My philosophy on hip-hop always will be dope beats and dope rhymes. You know what that entails. KRS-One said “a dope emcee is a dope emcee”. That old adage rings true still. There’s obviously more to it than that. But the general gist is that. And it definitely has to be fun.
You’ve lived in Brooklyn for a long time. Can it be a blessing as well as a curse sometimes to come from a place that has brought us so many artists that have made an impact?
There’s been obviously a blessing in the sense our environments shape us in our growth oftentimes. The only down side to it possibly is the amount of dope emcees that come from Brooklyn. We definitely have an oversaturation in regards to musicians with a similar mindframe.
Can you tell us how you first got exposure as an MC? I believe you came up through a few open mic nights, what was that like for you at the time?

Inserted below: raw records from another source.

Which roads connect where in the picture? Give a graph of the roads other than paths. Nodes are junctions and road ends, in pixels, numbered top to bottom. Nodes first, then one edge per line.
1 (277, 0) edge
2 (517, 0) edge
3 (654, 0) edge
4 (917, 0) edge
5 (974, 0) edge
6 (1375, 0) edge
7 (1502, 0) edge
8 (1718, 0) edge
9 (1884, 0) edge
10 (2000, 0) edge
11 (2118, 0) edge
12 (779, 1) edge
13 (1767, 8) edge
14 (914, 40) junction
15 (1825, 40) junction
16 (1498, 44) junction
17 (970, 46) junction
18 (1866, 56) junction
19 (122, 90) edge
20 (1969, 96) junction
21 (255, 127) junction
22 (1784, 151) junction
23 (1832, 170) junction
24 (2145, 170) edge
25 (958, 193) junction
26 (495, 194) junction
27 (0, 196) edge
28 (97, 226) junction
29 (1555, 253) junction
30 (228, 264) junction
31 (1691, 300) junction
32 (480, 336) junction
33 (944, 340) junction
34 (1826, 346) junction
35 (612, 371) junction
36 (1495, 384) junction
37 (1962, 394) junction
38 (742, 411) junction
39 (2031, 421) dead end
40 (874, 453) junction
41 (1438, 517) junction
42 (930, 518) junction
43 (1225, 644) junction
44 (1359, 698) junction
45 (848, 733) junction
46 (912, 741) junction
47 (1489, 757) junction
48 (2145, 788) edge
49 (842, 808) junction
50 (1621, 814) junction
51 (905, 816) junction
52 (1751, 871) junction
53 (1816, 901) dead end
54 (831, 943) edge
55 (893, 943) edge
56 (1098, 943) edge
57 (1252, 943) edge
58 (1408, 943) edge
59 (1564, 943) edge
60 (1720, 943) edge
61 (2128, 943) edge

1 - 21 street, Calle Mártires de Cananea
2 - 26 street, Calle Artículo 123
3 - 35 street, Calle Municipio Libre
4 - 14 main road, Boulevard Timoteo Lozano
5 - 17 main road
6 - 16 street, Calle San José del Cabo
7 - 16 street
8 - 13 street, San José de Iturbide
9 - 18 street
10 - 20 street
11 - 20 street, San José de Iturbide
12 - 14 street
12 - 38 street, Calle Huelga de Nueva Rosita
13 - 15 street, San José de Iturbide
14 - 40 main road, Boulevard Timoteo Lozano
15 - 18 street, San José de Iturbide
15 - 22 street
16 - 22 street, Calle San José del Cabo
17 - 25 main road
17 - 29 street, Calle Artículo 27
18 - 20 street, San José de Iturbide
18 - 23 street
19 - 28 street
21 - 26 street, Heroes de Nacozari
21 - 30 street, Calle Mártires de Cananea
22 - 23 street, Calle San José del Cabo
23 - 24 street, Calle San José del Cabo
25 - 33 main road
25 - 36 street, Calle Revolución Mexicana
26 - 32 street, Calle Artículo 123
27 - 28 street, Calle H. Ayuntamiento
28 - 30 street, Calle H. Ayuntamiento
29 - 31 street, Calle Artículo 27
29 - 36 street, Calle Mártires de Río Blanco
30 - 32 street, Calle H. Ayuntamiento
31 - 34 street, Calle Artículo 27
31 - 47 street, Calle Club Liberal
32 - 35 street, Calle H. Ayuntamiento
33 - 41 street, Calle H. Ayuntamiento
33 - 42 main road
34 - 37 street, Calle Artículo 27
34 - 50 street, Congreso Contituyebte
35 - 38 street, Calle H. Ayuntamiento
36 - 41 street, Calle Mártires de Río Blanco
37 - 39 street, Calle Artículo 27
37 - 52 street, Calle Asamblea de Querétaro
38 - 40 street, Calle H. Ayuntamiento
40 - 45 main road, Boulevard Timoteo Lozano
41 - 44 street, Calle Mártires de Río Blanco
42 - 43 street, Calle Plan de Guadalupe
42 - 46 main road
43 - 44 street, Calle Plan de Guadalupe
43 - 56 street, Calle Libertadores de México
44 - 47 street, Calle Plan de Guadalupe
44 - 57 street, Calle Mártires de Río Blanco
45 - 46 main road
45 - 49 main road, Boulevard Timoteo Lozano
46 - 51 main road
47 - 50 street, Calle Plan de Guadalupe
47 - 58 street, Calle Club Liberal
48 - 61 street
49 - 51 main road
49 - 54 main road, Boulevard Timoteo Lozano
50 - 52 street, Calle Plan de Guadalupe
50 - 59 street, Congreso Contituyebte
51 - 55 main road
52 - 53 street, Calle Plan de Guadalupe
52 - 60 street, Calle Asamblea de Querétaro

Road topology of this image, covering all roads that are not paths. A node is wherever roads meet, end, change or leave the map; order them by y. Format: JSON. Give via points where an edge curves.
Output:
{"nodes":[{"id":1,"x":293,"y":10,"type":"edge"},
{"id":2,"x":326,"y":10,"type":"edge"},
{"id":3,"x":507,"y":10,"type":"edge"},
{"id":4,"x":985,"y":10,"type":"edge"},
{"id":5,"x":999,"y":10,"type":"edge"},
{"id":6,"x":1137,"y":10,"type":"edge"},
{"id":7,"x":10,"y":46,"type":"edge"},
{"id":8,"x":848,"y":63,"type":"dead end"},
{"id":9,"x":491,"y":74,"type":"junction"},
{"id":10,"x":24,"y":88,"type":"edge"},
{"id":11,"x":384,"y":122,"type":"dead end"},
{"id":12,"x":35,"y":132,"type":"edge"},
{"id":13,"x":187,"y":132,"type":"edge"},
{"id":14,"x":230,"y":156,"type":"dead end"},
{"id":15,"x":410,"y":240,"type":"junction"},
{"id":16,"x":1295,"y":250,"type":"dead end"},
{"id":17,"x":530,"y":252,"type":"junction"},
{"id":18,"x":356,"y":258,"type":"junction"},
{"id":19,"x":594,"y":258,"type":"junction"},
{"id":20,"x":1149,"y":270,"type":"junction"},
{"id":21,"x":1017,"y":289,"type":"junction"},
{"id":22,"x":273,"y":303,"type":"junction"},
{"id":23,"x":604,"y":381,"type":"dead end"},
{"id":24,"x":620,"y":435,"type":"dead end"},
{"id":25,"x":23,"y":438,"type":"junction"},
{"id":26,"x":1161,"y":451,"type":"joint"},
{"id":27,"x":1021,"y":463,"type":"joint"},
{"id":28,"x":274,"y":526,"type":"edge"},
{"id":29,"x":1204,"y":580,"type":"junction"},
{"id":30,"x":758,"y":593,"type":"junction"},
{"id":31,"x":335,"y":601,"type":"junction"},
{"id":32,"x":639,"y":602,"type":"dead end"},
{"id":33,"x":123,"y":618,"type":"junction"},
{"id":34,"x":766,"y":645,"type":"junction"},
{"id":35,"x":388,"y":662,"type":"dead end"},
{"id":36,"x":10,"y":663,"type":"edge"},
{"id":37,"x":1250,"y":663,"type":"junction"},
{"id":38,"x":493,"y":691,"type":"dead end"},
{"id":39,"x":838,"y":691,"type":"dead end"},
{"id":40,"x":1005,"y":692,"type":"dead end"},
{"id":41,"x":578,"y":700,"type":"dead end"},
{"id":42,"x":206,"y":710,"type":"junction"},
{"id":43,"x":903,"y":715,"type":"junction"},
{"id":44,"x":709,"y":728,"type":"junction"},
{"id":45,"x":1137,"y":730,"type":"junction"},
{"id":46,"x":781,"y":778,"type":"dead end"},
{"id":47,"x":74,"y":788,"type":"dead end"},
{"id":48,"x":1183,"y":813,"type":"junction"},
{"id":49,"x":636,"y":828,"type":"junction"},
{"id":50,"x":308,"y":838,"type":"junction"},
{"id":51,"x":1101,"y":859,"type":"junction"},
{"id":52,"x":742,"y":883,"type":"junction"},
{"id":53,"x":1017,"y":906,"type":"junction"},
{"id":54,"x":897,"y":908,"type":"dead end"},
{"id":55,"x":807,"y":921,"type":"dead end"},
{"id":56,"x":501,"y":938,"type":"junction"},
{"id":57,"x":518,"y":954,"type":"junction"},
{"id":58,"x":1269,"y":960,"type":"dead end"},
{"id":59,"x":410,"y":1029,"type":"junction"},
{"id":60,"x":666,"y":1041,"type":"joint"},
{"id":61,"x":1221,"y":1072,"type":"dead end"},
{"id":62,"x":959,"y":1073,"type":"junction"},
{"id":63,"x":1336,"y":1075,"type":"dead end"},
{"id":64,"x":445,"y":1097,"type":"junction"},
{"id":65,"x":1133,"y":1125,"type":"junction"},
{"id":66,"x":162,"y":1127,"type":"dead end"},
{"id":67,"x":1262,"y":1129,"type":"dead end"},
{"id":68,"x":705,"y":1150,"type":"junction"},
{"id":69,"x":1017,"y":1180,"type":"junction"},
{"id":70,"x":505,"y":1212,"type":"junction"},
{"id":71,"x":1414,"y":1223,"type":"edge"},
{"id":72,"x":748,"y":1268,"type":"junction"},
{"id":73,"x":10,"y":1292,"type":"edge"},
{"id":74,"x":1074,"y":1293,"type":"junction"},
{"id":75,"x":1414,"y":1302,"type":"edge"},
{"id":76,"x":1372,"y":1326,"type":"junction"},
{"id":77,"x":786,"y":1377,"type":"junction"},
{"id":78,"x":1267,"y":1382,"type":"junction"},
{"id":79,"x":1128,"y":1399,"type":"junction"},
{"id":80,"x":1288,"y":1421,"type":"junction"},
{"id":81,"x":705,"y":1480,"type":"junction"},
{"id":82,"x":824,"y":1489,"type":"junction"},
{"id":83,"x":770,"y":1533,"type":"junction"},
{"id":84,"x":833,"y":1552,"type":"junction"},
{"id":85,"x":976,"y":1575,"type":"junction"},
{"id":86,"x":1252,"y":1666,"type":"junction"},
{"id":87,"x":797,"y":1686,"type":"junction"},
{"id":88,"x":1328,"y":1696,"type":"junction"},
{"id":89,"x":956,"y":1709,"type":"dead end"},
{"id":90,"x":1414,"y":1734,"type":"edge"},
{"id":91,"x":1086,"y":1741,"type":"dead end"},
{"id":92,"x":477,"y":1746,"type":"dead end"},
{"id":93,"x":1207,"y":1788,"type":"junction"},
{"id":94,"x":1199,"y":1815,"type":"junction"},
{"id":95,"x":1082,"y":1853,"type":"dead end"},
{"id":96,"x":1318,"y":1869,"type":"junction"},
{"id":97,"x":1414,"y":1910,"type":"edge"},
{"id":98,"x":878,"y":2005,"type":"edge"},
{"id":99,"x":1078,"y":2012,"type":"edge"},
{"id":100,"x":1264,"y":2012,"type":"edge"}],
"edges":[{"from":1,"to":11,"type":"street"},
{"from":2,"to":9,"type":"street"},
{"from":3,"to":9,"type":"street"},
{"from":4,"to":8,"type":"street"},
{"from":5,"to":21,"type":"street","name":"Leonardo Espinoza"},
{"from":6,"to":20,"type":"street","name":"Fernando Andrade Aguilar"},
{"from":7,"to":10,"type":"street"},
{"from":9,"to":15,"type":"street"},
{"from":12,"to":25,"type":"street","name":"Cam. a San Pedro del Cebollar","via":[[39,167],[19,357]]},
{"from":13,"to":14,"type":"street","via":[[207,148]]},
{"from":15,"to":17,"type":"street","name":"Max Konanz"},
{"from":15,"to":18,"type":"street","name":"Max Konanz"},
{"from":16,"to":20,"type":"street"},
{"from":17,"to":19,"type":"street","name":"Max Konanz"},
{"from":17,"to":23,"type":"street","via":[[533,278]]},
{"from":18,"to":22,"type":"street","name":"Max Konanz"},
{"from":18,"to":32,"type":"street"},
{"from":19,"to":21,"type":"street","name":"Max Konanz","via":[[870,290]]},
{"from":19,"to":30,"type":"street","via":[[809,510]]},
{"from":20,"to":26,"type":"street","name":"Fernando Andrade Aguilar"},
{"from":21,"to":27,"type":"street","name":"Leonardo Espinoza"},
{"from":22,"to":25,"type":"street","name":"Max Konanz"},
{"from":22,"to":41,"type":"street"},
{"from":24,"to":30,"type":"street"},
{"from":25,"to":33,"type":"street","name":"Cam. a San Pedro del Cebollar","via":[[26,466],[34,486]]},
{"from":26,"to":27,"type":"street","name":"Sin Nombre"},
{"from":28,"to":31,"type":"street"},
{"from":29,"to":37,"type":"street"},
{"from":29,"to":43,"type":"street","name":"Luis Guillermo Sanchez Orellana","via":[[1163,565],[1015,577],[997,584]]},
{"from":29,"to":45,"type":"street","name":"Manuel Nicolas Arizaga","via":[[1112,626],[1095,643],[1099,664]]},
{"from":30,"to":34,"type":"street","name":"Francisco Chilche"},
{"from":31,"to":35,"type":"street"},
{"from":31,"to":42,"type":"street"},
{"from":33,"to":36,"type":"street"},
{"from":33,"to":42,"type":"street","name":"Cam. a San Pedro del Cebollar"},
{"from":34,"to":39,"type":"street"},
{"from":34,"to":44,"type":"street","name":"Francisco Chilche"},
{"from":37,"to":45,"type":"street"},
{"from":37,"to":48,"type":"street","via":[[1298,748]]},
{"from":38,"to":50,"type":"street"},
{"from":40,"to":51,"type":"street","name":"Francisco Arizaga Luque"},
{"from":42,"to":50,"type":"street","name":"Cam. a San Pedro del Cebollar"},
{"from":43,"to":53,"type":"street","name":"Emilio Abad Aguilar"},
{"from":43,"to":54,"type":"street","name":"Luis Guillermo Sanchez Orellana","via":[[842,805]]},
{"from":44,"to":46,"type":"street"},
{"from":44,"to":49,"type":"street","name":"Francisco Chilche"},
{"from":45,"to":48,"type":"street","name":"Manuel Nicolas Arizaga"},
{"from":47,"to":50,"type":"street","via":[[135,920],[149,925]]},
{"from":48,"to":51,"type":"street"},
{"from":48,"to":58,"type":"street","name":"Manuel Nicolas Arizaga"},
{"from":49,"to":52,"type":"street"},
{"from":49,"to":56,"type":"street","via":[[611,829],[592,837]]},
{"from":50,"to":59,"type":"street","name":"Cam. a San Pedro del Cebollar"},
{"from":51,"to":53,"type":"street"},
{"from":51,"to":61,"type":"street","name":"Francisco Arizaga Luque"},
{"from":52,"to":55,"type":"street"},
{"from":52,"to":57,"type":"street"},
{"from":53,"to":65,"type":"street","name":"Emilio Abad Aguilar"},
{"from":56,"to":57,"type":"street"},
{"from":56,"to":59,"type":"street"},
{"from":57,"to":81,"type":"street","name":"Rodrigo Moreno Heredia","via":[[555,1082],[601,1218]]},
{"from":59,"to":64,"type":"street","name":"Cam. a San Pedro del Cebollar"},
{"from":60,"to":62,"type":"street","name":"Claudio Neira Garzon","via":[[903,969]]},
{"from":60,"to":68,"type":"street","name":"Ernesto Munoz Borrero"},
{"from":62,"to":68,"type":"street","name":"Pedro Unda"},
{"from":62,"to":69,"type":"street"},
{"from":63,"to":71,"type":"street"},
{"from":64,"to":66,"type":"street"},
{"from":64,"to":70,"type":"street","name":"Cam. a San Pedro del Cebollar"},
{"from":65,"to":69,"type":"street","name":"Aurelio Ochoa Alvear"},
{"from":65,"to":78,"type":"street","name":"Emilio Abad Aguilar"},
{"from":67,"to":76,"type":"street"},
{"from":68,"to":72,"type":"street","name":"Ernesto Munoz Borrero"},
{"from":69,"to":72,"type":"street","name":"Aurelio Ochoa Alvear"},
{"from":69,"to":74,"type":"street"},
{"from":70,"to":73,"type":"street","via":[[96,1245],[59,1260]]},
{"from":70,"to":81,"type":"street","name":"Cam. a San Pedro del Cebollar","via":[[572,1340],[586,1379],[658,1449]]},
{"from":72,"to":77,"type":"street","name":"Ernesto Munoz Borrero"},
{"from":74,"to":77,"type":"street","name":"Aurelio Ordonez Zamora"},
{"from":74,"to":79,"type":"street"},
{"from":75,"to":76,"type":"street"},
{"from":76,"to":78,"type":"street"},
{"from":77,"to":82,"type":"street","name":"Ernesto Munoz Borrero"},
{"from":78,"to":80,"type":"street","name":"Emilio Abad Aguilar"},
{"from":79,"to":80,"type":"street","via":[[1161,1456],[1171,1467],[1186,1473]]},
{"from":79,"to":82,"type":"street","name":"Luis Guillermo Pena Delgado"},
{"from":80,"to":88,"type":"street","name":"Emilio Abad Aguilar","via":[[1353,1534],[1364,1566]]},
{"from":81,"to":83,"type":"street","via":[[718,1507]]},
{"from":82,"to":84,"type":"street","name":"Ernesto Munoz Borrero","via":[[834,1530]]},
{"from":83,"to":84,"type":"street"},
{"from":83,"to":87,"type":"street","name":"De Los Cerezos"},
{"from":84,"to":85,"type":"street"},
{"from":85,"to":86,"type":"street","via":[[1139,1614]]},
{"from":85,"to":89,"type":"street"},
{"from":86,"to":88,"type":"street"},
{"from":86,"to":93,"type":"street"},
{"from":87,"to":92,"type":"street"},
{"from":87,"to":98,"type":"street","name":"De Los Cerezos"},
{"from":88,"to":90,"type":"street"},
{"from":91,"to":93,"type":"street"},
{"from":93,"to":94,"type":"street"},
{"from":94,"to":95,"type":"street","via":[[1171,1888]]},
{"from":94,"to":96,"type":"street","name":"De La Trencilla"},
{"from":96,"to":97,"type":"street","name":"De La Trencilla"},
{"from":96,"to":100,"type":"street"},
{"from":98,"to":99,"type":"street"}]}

The NYC open mic scene when I came into it was a definitive launchpad for the careers of alot of emcees. The arena I came up in had emcees like Immortal Technique and Jin and then later down the line, rappers like Mickey Factz and Theophilus London.
How much of a rivalry is there still between MCs in New York’s five boroughs? Do you strongly identify with being a Brooklyn MC, or a NY MC? Or do you not give a damn about being either?
I’m definitely a Brooklyn MC but not out of a sense of rivalry but out of pride. I rock with all NYC emcees. Each borough of New York has SUCH a distinct flair and style and culture that rivalry is inevitable.
What are you playing on your music player right now?
Sorry to disappoint. The kids kinda ruined sneaker and streetwear culture for me. I’ve given away alot of sneakers and sold alot of deadstocks and rare pairs. I’m alot older than I look and my tastes really refect my maturity. I enjoy tonal Nike air max’s and trainers, Vans classic and Chukkas and Clark’s desert boots and Wallabes.
These days I enjoy Ralph Lauren, Sebago, Red Wing, Visvim and Sperry footwear as much as I enjoy my Nikes.
(editor’s note – to any of the brands mentioned: if you read this, pay me!)
Who do you think are some of the best-dressed MCs in hip hop history?
Definitely Slick Rick, Grand Puba, Jay-z, Kanye West, T.I and of recent, Rick Ross.
You had a car accident a while back that you talk about on your track ‘Break a Leg’ – how did that happen? Did it change your
perspective in any way?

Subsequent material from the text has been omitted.